Medicaid Planning Brochure

Medicaid Eligibility

Long Term Care in a nursing home is one of the greatest financial risks that a senior will face. What are the options?

  • Medicare provides only a short period of coverage, generally up to 100 days (if medical requirements are met) with deductibles.
  • Veterans may receive benefits if qualifications are met, but seldom offers enough funds to pay for all long-term care.
  • Family members may not be able to provide care. If they do, sustaining the care for a long period can be a significant challenge.
  • Long Term Care insurance provides a solution, but few own a policy.
  • Limited resources or spousal impoverishment prevent private pay.

Medicaid pays for long term care. These benefits are not just for the poor, but for those who meet eligibility requirements.

Medicaid eligibility is far more complicated than what most anticipate. There is no public education system that provides advice on how to qualify at the earliest time possible with the maximum savings of assets. Each year, rules change and policy clarifications are issued that require interpretation of the Law and the State of Texas is not allowed to give legal & financial advice. Also, one needs to be aware of MERP-Medicaid Estate Recovery Program.

Going it alone can be very costly! The Bond Law Firm is one of Houstonís best Elder Law Firms.



2013 Eligibility Criteria

Eligibility Criteria for a “Single” Applicant:

  • Must be a US citizen or a lawfully admitted Alien.
  • Must be a Texas resident.
  • Must meet a health assessment that certifies a need.
  • Must be in a nursing home (that offers Medicaid) for 30 days.
  • Must have income less than $2,130.00.
  • Must have Countable Resources Less than $2,000.00.
  • Must be free of all Pre and Post-DRA penalties for uncompensated transfers.

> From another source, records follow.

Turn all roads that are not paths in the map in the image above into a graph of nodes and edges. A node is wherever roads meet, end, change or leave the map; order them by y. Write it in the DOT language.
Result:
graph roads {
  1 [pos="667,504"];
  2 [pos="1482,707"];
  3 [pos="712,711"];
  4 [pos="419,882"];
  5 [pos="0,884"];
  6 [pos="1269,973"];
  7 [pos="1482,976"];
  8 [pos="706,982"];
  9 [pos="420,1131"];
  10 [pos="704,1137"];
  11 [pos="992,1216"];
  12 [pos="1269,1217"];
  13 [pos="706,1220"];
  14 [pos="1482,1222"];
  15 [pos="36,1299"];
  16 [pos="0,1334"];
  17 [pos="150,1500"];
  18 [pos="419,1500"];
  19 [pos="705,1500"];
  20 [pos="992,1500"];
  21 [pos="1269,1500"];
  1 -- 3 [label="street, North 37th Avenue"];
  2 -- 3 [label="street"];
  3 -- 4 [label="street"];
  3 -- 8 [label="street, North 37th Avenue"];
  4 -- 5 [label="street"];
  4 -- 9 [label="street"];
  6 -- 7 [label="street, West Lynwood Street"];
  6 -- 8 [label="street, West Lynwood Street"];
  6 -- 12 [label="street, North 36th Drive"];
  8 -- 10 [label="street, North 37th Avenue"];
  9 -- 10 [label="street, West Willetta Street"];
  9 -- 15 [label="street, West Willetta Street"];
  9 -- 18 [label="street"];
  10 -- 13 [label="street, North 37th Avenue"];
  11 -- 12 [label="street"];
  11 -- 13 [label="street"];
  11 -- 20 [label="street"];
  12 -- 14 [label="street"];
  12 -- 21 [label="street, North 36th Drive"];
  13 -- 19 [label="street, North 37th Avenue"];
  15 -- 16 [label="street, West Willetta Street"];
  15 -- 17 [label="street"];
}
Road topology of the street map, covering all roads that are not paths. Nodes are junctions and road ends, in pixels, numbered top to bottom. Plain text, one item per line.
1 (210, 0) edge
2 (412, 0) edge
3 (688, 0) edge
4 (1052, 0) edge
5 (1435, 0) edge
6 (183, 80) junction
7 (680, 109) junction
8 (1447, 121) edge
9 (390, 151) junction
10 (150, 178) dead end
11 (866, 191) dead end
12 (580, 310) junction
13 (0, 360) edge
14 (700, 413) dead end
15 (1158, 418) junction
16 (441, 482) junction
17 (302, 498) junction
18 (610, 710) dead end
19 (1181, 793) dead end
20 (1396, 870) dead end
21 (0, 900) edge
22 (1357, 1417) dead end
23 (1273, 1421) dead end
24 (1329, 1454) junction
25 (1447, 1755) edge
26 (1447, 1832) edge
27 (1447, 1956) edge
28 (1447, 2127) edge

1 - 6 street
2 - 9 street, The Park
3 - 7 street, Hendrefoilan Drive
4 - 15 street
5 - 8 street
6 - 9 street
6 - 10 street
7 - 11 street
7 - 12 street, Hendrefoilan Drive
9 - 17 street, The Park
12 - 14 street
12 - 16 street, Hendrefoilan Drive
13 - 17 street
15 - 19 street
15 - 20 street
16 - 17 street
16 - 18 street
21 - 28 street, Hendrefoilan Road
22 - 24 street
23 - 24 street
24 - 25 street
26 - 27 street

Eligibility Criteria for a “Couple” both filing (all criteria is the same except):

  • Must have combined income less than $4,260.00.
  • Must have Countable Resources Less than $3,000.00.

Exempt Assets:

  • Homestead less than $525,000.00.
  • Personal Property.
  • Automobile.
  • Irrevocable pre-paid funerals.
  • Burial plots.
  • $2,000.00 in cash or Countable Resources.

Spousal Impoverishment:

  • The applicant must divert all or enough of their monthly income to their spouse so that they may have gross monthly income of $2,898.00.
  • The Community Spouse is allowed to retain 50% of the couples combined Countable Resources with a maximum of $115,920.00 and a minimum of $23,184.00.


When Should I Start?

When is the best time to get help regarding how to finance long-term care and or qualify for Medicaid?

  • A recent trip from the doctors office has revealed a serious illness. Now is the time.
  • Accessing ones assets can be difficult because of the lack of a good POA (Power of Attorney). Don’t wait until a person looses capacity. Also note that many POA’s are outdated and lack the appropriate language to do Medicaid planning. Don’t wait for a hospital stay to take care of this important business.
  • If discharge from the hospital to a Skilled Nursing Facility, this is the time to call. While Medicare and insurance is paying for skilled care, you have time to seek Medicaid if custodial care is required.
  • Medicaid will look back three months and backdate benefits if qualified. Many applicants are not aware of this. Assistance with the application can save money in many ways.
  • Nursing facility expenses can impoverish the healthy spouse or the family. There is no reason to delay planning.
  • Children often wait to long to get involved in their parents affairs. Mom or Dad may not understand the urgency in getting competent advice. Getting a head start may prevent lost wages and downtime from work if that son or daughter needs to step in.
  • Decision making can be very difficult, especially when family dynamics are present. Waiting to deal with the inevitable will not make the problem go away. Getting education on the various Medicaid planning options and sharing with family members often avoids conflict.